▶ **Work instruction**: Search for the word "Набережная" in the entries. Each line that holds it should be copied.

▶ **Records for the exercise**:

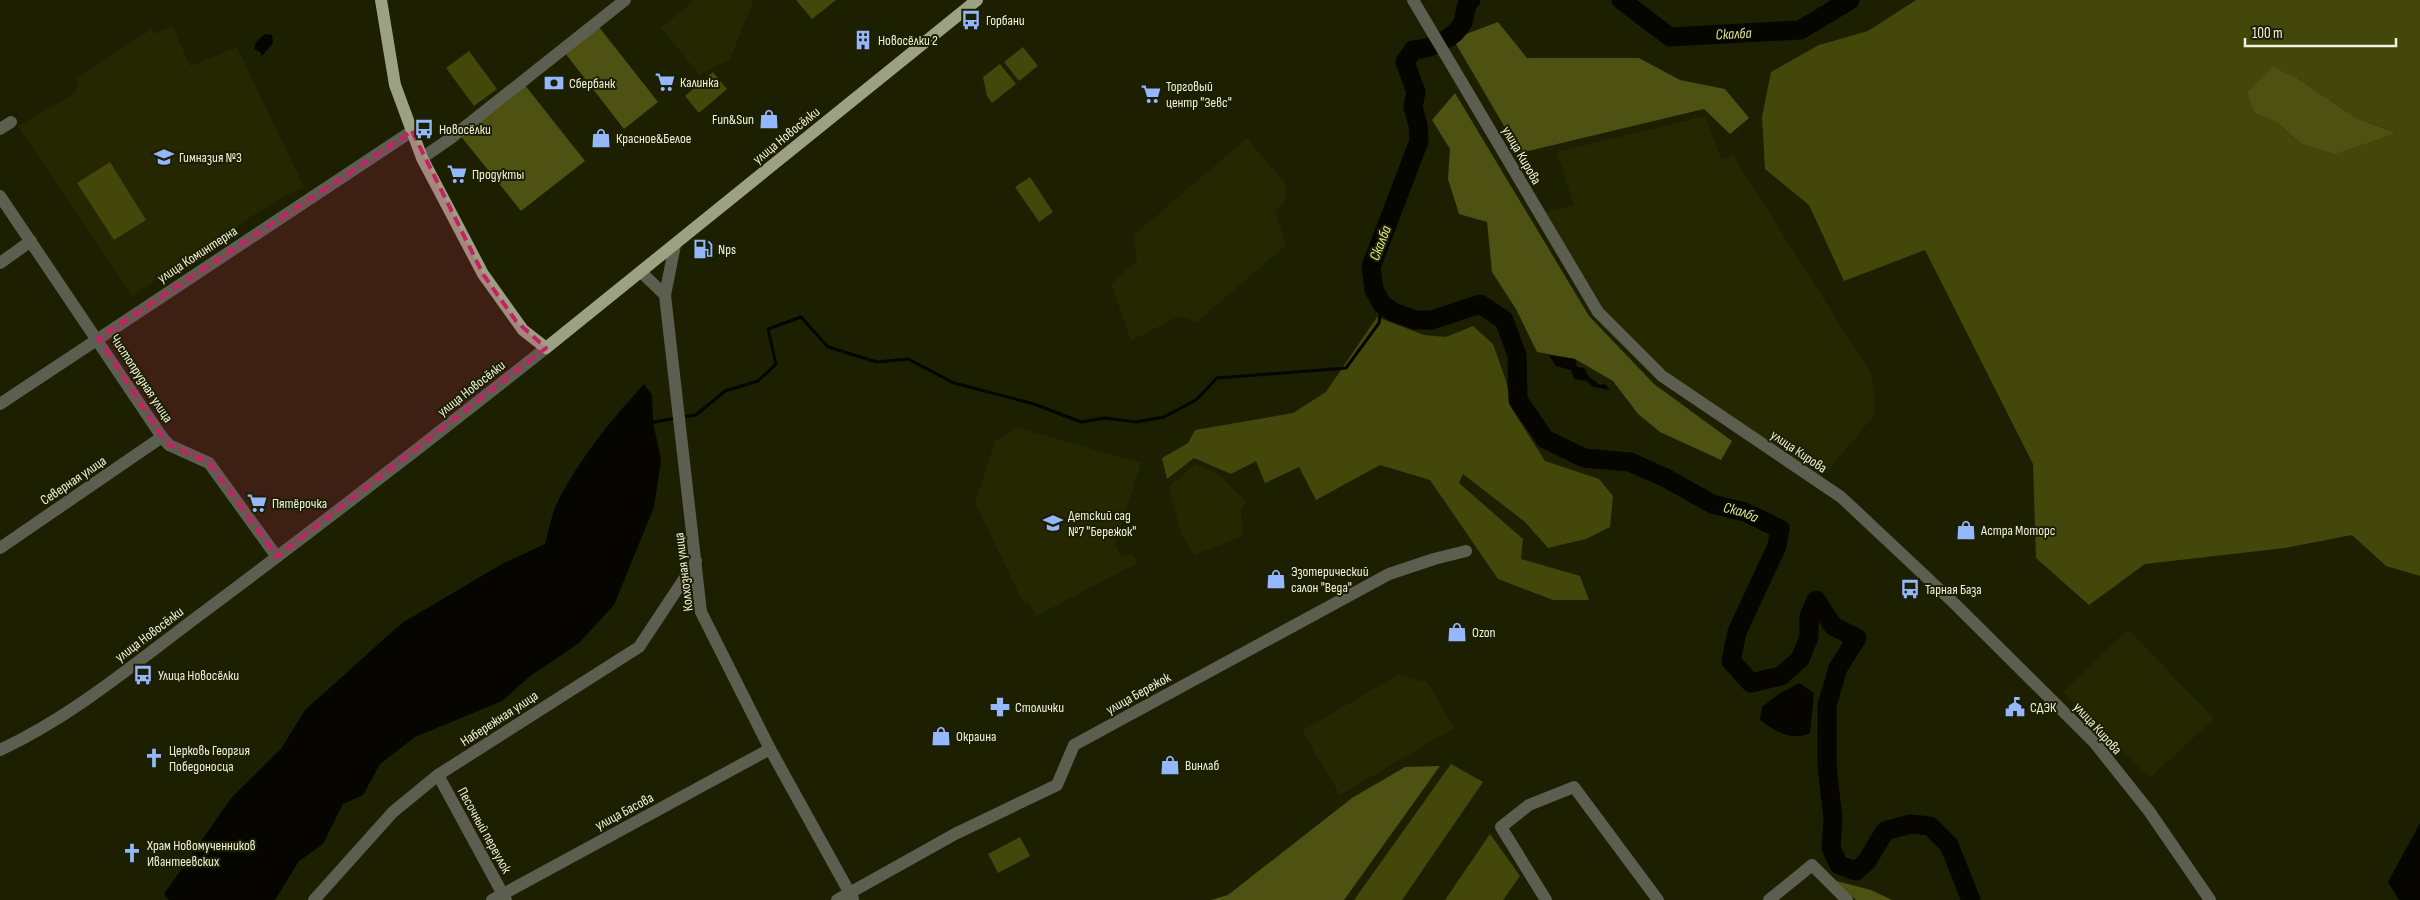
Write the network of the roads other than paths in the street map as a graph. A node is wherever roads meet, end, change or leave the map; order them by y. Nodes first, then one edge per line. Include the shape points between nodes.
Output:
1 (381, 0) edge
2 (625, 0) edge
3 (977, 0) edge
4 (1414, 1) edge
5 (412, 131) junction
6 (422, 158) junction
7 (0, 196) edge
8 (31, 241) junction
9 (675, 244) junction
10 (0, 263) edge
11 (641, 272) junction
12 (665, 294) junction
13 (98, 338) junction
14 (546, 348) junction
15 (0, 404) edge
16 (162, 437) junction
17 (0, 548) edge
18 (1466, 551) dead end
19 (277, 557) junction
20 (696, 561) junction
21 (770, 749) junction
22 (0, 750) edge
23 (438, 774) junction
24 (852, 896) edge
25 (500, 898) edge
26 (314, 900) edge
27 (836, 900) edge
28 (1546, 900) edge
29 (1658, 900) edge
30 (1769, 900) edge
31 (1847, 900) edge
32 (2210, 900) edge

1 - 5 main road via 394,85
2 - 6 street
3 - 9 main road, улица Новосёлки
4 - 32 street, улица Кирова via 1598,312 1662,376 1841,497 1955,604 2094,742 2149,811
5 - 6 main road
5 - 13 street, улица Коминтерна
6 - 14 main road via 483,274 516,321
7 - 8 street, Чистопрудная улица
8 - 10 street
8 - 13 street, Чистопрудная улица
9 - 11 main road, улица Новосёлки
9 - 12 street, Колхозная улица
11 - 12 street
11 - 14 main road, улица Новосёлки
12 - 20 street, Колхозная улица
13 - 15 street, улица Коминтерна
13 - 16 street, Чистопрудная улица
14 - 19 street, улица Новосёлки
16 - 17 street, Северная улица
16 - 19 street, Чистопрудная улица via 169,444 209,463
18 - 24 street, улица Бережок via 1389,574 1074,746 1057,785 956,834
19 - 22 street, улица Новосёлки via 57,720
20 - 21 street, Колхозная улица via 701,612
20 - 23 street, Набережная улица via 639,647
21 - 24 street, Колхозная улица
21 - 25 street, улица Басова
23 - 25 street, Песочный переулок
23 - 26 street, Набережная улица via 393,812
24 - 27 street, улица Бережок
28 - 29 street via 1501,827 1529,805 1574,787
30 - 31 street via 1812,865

▶ **Problem solution**:
20 - 23 street, Набережная улица via 639,647
23 - 26 street, Набережная улица via 393,812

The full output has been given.